▶ _Problem to work on_
What is the number of lines in the data below that contain "SARAH"? Reply with the number only.

▶ _Recorded information_
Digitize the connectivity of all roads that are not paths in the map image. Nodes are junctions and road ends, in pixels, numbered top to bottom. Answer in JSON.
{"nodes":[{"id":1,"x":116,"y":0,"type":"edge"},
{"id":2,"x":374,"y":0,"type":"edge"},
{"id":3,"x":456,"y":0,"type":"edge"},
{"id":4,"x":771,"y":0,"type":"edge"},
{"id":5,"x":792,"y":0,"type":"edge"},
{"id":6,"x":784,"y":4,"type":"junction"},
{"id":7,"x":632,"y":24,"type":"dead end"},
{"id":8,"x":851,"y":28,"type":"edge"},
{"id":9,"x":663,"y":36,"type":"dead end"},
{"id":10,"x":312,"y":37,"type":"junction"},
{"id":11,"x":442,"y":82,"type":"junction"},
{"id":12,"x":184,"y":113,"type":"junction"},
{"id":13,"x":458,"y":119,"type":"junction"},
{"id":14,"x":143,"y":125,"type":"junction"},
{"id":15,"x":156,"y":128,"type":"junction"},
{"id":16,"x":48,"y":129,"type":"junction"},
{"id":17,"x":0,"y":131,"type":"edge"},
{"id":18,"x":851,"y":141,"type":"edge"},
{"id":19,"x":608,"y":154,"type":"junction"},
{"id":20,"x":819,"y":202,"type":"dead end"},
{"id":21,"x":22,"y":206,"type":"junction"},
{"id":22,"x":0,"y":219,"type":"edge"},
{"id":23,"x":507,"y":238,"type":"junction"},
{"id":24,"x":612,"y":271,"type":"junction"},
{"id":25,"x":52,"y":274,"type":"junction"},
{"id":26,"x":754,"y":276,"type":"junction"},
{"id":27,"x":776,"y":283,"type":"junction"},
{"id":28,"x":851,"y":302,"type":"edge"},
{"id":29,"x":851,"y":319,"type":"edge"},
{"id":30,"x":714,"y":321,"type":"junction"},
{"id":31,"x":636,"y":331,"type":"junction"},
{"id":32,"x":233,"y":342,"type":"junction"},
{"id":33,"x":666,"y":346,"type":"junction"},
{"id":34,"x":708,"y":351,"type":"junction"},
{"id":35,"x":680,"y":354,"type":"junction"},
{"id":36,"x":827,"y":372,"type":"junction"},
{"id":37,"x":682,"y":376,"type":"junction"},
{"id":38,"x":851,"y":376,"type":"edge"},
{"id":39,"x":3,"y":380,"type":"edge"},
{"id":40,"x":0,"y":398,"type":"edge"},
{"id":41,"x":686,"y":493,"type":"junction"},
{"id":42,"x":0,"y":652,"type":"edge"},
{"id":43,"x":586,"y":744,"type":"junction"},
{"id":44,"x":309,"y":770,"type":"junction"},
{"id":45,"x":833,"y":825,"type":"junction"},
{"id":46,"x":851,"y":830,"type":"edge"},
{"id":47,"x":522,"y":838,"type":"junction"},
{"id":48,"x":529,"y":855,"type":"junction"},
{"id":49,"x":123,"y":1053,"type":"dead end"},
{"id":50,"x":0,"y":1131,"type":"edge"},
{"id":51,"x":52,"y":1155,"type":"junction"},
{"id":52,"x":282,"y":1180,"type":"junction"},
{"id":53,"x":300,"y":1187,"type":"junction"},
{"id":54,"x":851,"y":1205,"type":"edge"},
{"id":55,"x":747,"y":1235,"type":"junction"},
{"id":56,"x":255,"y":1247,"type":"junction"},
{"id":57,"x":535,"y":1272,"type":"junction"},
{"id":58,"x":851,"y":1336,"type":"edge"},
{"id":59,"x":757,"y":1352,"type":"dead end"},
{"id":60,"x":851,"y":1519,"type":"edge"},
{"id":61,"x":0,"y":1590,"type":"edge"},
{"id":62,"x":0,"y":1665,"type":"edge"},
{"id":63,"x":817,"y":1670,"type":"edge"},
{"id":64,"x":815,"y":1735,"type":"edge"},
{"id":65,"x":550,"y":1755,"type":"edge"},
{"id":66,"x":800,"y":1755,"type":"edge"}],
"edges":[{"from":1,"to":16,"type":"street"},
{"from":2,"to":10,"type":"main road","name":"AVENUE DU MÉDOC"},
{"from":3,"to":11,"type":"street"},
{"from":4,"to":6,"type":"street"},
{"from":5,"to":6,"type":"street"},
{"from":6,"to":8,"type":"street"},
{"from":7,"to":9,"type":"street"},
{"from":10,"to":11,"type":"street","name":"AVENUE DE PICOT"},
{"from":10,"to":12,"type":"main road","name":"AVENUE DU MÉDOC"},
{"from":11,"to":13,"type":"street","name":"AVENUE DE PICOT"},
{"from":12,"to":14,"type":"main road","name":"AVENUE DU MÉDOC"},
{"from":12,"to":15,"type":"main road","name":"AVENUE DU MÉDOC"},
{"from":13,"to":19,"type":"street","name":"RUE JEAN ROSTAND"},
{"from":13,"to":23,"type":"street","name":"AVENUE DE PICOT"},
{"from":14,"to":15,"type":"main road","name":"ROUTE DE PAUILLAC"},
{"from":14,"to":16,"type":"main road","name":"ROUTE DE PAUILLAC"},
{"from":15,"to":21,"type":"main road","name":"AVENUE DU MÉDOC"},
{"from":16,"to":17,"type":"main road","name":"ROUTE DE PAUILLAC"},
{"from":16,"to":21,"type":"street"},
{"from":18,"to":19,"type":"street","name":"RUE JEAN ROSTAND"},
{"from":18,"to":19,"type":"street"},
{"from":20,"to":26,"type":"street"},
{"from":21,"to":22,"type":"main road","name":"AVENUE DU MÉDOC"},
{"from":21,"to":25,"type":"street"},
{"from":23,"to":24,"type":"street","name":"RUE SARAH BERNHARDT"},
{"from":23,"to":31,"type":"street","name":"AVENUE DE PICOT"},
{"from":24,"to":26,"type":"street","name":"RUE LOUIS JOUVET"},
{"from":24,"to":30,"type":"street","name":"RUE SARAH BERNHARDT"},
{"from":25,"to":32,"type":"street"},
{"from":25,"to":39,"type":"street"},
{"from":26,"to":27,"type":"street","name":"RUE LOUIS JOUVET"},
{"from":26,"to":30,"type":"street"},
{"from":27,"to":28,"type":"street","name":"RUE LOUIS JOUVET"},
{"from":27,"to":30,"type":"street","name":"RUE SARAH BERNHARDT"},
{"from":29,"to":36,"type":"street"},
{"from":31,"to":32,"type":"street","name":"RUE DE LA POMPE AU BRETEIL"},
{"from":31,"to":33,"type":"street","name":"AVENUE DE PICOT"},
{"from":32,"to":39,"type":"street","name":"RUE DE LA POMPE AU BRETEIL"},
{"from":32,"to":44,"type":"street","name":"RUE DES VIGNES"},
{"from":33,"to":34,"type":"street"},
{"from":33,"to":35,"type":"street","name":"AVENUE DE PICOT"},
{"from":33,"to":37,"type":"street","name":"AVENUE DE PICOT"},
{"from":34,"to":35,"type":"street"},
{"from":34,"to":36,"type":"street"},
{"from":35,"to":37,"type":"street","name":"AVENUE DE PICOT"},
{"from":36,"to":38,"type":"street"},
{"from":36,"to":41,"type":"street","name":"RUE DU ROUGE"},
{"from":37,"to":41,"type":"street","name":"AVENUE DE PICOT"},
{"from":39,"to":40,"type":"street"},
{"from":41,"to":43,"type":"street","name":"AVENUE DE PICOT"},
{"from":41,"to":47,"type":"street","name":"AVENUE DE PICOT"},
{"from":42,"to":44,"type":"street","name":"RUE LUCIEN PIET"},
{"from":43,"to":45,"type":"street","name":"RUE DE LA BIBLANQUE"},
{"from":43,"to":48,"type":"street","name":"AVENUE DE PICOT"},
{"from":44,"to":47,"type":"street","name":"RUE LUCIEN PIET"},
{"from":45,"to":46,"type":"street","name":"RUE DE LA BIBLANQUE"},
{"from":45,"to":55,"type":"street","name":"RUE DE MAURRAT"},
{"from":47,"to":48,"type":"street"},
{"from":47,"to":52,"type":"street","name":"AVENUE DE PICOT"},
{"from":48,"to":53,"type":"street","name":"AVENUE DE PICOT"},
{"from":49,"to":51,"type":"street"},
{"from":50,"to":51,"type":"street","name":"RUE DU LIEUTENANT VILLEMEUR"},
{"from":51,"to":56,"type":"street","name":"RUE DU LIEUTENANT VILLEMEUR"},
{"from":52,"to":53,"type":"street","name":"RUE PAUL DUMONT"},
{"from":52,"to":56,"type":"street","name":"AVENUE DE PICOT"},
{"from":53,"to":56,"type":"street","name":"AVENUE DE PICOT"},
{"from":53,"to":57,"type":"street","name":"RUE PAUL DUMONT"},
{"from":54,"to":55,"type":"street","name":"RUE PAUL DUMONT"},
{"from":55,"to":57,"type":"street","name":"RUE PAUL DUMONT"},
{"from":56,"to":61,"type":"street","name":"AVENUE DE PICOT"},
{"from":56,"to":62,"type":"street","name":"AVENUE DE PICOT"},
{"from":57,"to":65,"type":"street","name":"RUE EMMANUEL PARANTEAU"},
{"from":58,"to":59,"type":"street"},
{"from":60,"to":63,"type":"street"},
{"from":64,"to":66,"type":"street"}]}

▶ _Exercise response_
3